Hola,creo que lo entiendes perfecto, el único ejemplo incorrecto es “Tengo unas camisas rosa”

Caro


----------



## Milton Sand

Hola:
Cuando se trata de colores, muchas veces utilizamos sustantivos a modo de adjetivos (rosa, café, uva, lima, turquesa, oliva, etc.) y cuando un sustantivo funciona como adjetivo, no debe obligarse a concordar con el género y número de sustantivo al que modifica. 

Así tenemos "niños problema", "mamás canguro", "carros bomba", etc.

Algunos colores pueden funcionar plenamente con adjetivos (como camisas amarillas), con otros es opcional (como camisas ocre(s)) y otros no dejan de ser sustantivos que califican a otros sustantivos, como el caso de las "camisas rosa". Entonces, "camisas rosa" no es incorrecto.
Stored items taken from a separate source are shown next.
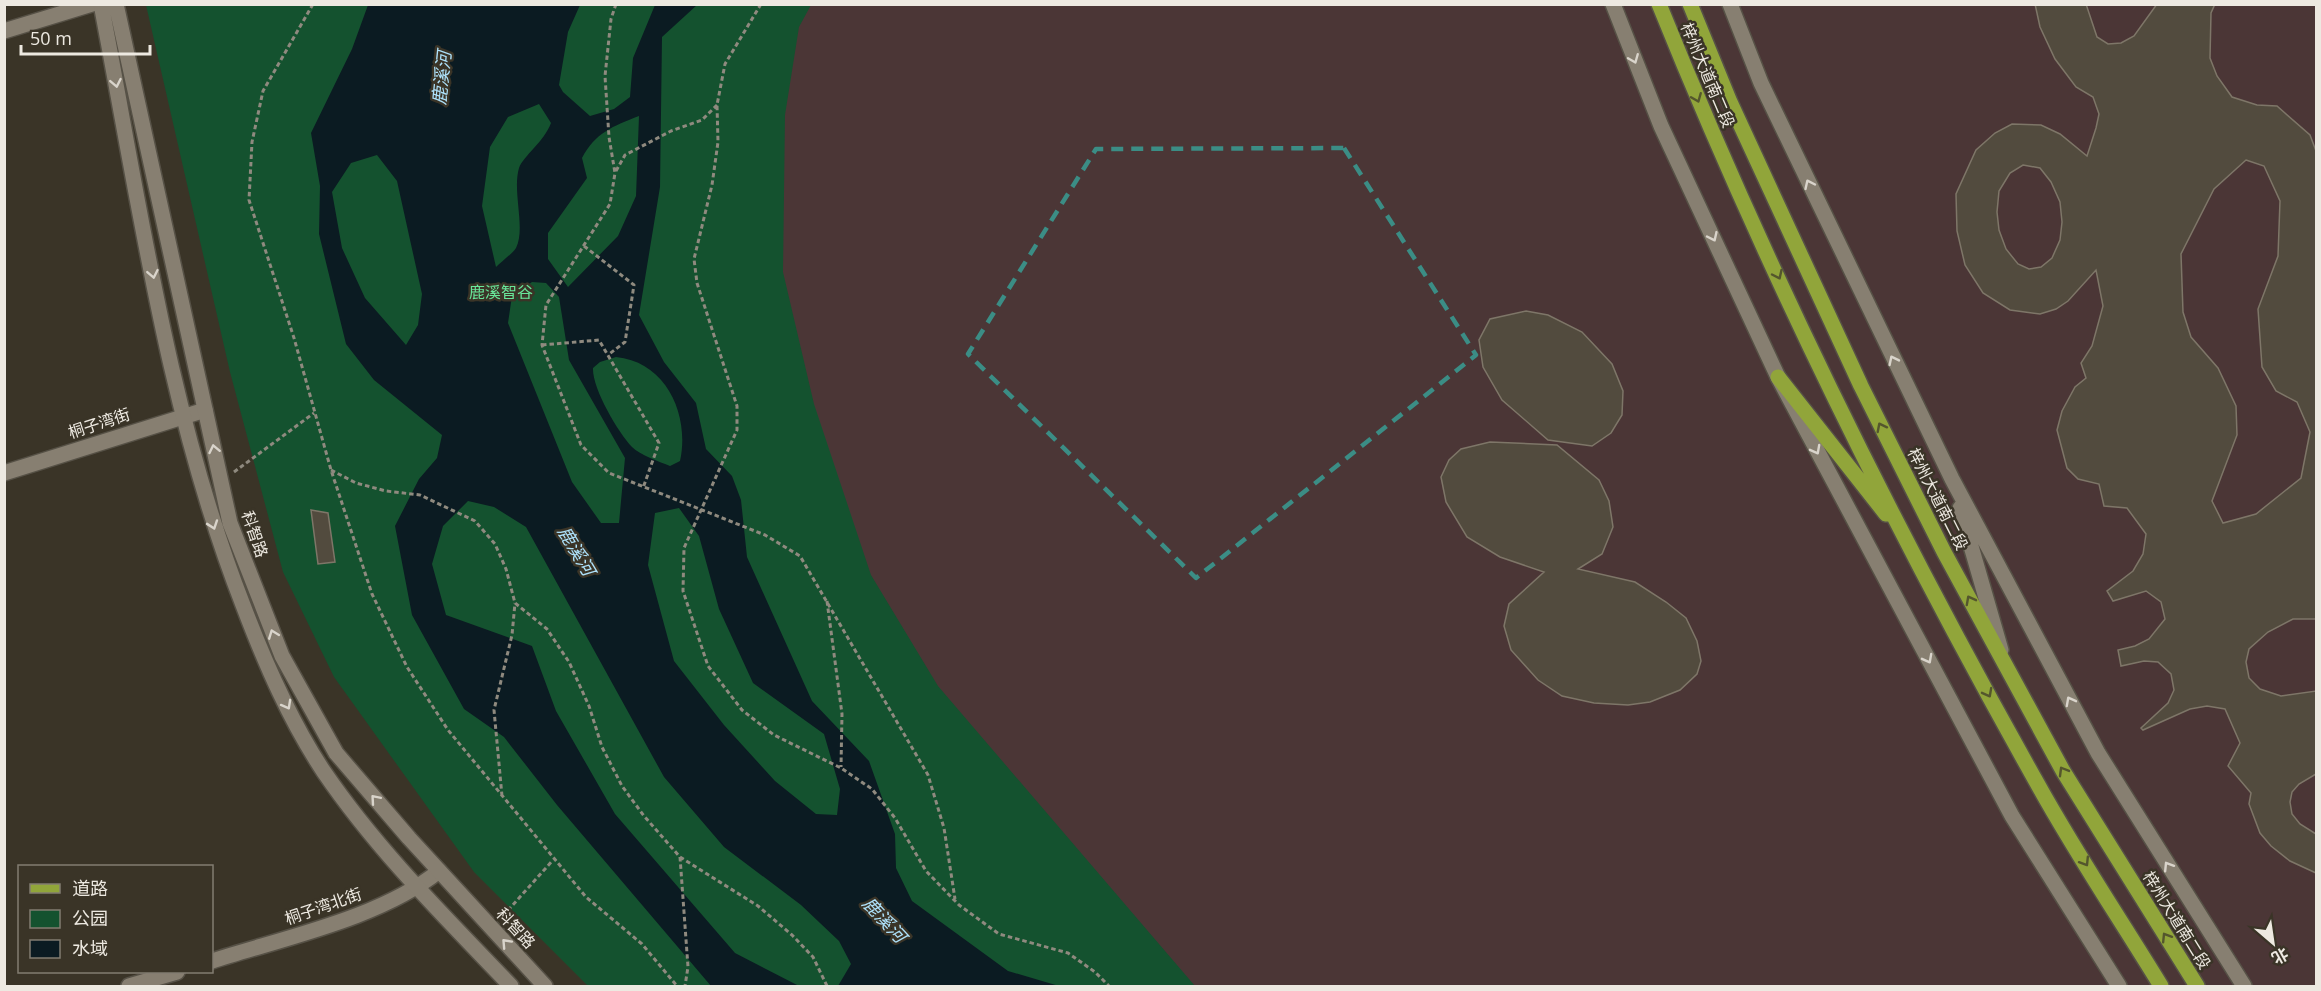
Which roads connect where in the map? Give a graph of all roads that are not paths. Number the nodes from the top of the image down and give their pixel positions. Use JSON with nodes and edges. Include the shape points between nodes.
{"nodes":[{"id":1,"x":92,"y":4,"type":"edge"},
{"id":2,"x":101,"y":4,"type":"edge"},
{"id":3,"x":116,"y":4,"type":"edge"},
{"id":4,"x":1613,"y":4,"type":"edge"},
{"id":5,"x":1659,"y":4,"type":"edge"},
{"id":6,"x":1690,"y":4,"type":"edge"},
{"id":7,"x":1730,"y":4,"type":"edge"},
{"id":8,"x":4,"y":32,"type":"edge"},
{"id":9,"x":1778,"y":377,"type":"junction"},
{"id":10,"x":205,"y":410,"type":"junction"},
{"id":11,"x":183,"y":414,"type":"junction"},
{"id":12,"x":4,"y":473,"type":"edge"},
{"id":13,"x":1952,"y":479,"type":"junction"},
{"id":14,"x":1905,"y":538,"type":"junction"},
{"id":15,"x":2006,"y":667,"type":"junction"},
{"id":16,"x":438,"y":871,"type":"junction"},
{"id":17,"x":418,"y":888,"type":"junction"},
{"id":18,"x":213,"y":961,"type":"edge"},
{"id":19,"x":174,"y":973,"type":"edge"},
{"id":20,"x":129,"y":987,"type":"edge"},
{"id":21,"x":511,"y":987,"type":"edge"},
{"id":22,"x":545,"y":987,"type":"edge"},
{"id":23,"x":2119,"y":987,"type":"edge"},
{"id":24,"x":2162,"y":987,"type":"edge"},
{"id":25,"x":2197,"y":987,"type":"edge"},
{"id":26,"x":2244,"y":987,"type":"edge"}],
"edges":[{"from":1,"to":8,"type":"main road"},
{"from":2,"to":11,"type":"main road","one_way":true},
{"from":3,"to":10,"type":"main road","name":"科智路"},
{"from":4,"to":9,"type":"main road","one_way":true,"via":[[1661,126]]},
{"from":5,"to":14,"type":"main road","name":"梓州大道南二段","one_way":true,"via":[[1711,131],[1823,374]]},
{"from":15,"to":6,"type":"main road","name":"梓州大道南二段","one_way":true,"via":[[1861,386],[1730,102]]},
{"from":13,"to":7,"type":"main road","one_way":true,"via":[[1761,83]]},
{"from":9,"to":14,"type":"main road"},
{"from":9,"to":23,"type":"main road","one_way":true,"via":[[2012,816]]},
{"from":10,"to":11,"type":"main road","name":"桐子湾街"},
{"from":16,"to":10,"type":"main road","name":"科智路","one_way":true,"via":[[336,753],[282,656],[230,523]]},
{"from":11,"to":12,"type":"main road","name":"桐子湾街"},
{"from":11,"to":17,"type":"main road","one_way":true,"via":[[200,485],[268,671],[323,770],[381,850]]},
{"from":13,"to":15,"type":"main road"},
{"from":26,"to":13,"type":"main road","one_way":true,"via":[[2098,753]]},
{"from":14,"to":24,"type":"main road","name":"梓州大道南二段","one_way":true,"via":[[2037,784]]},
{"from":25,"to":15,"type":"main road","name":"梓州大道南二段","one_way":true,"via":[[2071,785]]},
{"from":16,"to":17,"type":"main road","name":"桐子湾北街"},
{"from":22,"to":16,"type":"main road","name":"科智路","one_way":true},
{"from":17,"to":18,"type":"main road","name":"桐子湾北街","via":[[359,914]]},
{"from":17,"to":21,"type":"main road"},
{"from":19,"to":20,"type":"main road"}]}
Lo que sí es muy útil a veces es incluir la aclaración "...de color [de]...", pero si el contexto ofrece ambigüedad, o por el ritmo de la frase, o por simple gusto estilístico.

Sólo cambiaremos el color de las camisas rosa por uva, las [de color] oliva no se van a teñir, se quedan así.

Saludos 

P.D.: Esto dice el DPD:« Cuando funcionan como adjetivos, hay que distinguir entre los nombres que designan únicamente colores, los cuales concuerdan siempre con el sustantivo al que modifican (_faldas rojas, pantalones verdes, ojos azules,_ etc.), y los nombres que designan primariamente una flor, un fruto, una sustancia o un objeto que tienen ese color característico, los cuales pueden usarse en aposición y permanecer invariables en plural (_ojos malva, faldas naranja, camisas añil,_ etc.) o concordar con el sustantivo, con funcionamiento plenamente adjetivo (_ojos malvas, faldas naranjas, camisas añiles,_ etc.). Si, para designar matices, un nombre de color se halla a su vez modificado por otro, o por un adjetivo como _claro, oscuro _o similares, lo normal es mantener ambos elementos invariables en singular, de acuerdo con el uso mayoritario (_pantalones verde botella, ojos azul claro,_ etc.): _«Grotescos tanques flotantes que van contaminando las aguas azul turquesa» _(Bojorge _Aventura _[Arg. 1992]); _«Ha depositado las bolsas sobre las losetas gris perla de la cocina» _(Azúa _Diario_ [Esp. 1987]); _«Es un arbusto de lento crecimiento, con hojas verde oscuro»_ (Marsigno _Jardinería_ [Arg. 1991]).»


----------



## figual

Muchas gracias por la ayuda...


----------



## Giorgio Lontano

Yo por eso mejor digo: "Tengo unas camisas rosadas".


----------



## figual

Como referencia: el DPD que menciona Milton es el Diccionario Panhispánico de Dudas de la REAL ACADEMIA ESPAÑOLA.

Saludos y gracias


----------



## Salams

*Atención: Unión de Hilos*​* 
¡*Hola a todos!
Necesito vuestra ayuda con lo siguiente:
Cuando hablamos de colores, sé que no todos tienen masculino y femenino como "azul" y "gris". Y otros como rojo\a sí que tiene que tener correspondencia con el sujeto ¿verdad?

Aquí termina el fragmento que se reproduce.